Tata Group chairman Cyrus Mistry on Tuesday said the conglomerate is open to grow in India and internationally through organic route as well as acquisitions. The recent pressure in some of Tata group’s businesses in Europe has not slowed down its ambition of expanding globally.
“… no one should ignore the fact that the Tata group’s international revenues are close to 70 per cent of our composite turnover. The majority of the group’s capital expenditure in the last three years has been in international geographies,” he said.
“At the recent AGLC (Annual Group Leadership Conference), I had mentioned that two new markets, Iran and Myanmar, have opened up to us and several of our companies are gaining traction there. We continue to remain open to growth opportunities in India and overseas, through the organic route and through acquisitions,” he said in an interview to the company’s in-house magazine. Mistry appreciated his predecessor Ratan Tata’s vision to take the group global in the early 2000s, which has left the company a very strong platform. “I think the onus is now on us to build on that, and to make sure that we not only have a global footprint, but that we create global mindsets,” he said.

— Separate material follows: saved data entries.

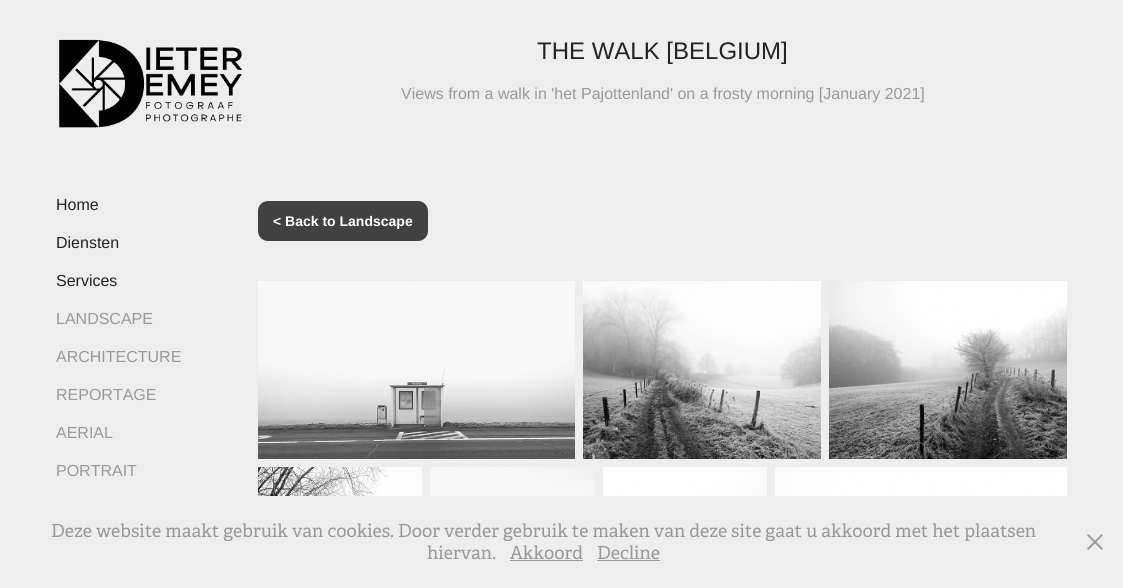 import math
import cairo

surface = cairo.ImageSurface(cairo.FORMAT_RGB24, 1123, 588)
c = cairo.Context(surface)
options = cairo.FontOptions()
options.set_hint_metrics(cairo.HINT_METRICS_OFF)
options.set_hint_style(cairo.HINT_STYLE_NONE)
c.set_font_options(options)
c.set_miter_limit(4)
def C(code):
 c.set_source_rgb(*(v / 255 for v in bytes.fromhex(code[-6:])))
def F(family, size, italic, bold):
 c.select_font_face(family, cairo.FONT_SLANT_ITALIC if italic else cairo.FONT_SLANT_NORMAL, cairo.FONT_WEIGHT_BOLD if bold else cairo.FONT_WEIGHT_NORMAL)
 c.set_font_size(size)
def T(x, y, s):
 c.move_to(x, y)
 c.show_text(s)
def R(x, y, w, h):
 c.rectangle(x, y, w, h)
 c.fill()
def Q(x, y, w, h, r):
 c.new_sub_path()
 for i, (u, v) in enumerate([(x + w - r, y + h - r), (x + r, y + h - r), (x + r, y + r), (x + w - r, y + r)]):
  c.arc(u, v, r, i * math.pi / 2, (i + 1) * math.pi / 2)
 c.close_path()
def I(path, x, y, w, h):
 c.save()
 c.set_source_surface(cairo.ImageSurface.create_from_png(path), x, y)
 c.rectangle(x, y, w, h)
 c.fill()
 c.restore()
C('eeeeee')
c.paint()
F('Liberation Sans',24,0,0)
C('222222')
T(537,59,'THE WALK [BELGIUM]')
F('Liberation Sans',16,0,0)
C('999999')
T(401,99,'Views from a walk in \'het Pajottenland\' on a frosty morning [January 2021]')
C('414141')
Q(258,201,170,40,10)
c.fill()
F('Liberation Sans',14,0,1)
C('ffffff')
T(273,226,'< Back to Landscape')
I('1.png',258,281,317,178)
I('2.png',583,281,238,178)
I('3.png',829,281,238,178)
I('4.png',258,467,164,29)
I('5.png',430,467,165,29)
I('6.png',603,467,164,29)
I('7.png',775,467,292,29)
I('8.png',59,39,184,89)
F('Liberation Sans',16,0,0)
C('222222')
T(56,210,'Home')
T(56,248,'Diensten')
T(56,286,'Services')
C('999999')
T(56,324,'LANDSCAPE')
T(56,362,'ARCHITECTURE')
T(56,400,'REPORTAGE')
T(56,438,'AERIAL')
T(56,476,'PORTRAIT')
F('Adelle',18,0,0)
T(51,537,'Deze website maakt gebruik van cookies. Door verder gebruik te maken van deze site gaat u akkoord met het plaatsen')
T(427,559,'hiervan.')
T(510,559,'Akkoord')
R(510,560,73,1)
T(597,559,'Decline')
R(597,560,63,1)
I('9.png',1087,534,16,16)
surface.write_to_png('o.png')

He also spoke about coming to grips with responsibility of chairmanship, multiple challenges facing Tata companies, essentials of technology, innovation and customer centricity, and continuing the group’s commitment to societal causes. Each of the group companies is charting its own strategy and growth story, with a focus on sustainable and profitable growth, Mistry asserted. The group invested Rs 4,15,000 crore ($79 billion) in capex over the last decade. Of this, Rs 1,70,000 crore ($28 billion) was invested in the last three years alone.
“We recognise that growth has to be a function of the operating cash flows we generate. At the group level, over the last three years, our operating cash flows have grown by over 30 per cent CAGR. But this, as we know, is not the appropriate way to use such data – our individual companies need to earn the right to grow,” Mistry said.
“At the group level, we are focused on helping our companies earn this right by building strong operational cash flows and looking at their capital structures.” But he struck a note of caution: Capex should not be looked in isolation from investment in talent, brands and technology. He feels these will be the true differentiators in future. “We are building the Tata group of the next 150 years,” he said.
Highlighting the need for organisational speed and agility and an openness to change, he said organisational agility is crucially important in the context of turbulent environment. Mistry called for caution so as to have right composition of teams that can collaborate and break through hierarchical processes when needed.
Recognising the digital wave, the Tatas are incubating three companies. Tata CLiQ, the e-commerce platform, is an omni-channel marketplace with curated products. Tata iQ, the big data play, uses data analytics and Tata Digital Health is building the de facto
platform for healthcare in India. “We will continue to invest in our strong business-to-business enterprises where we have powerful drivers for long-term value creation,” Mistry added.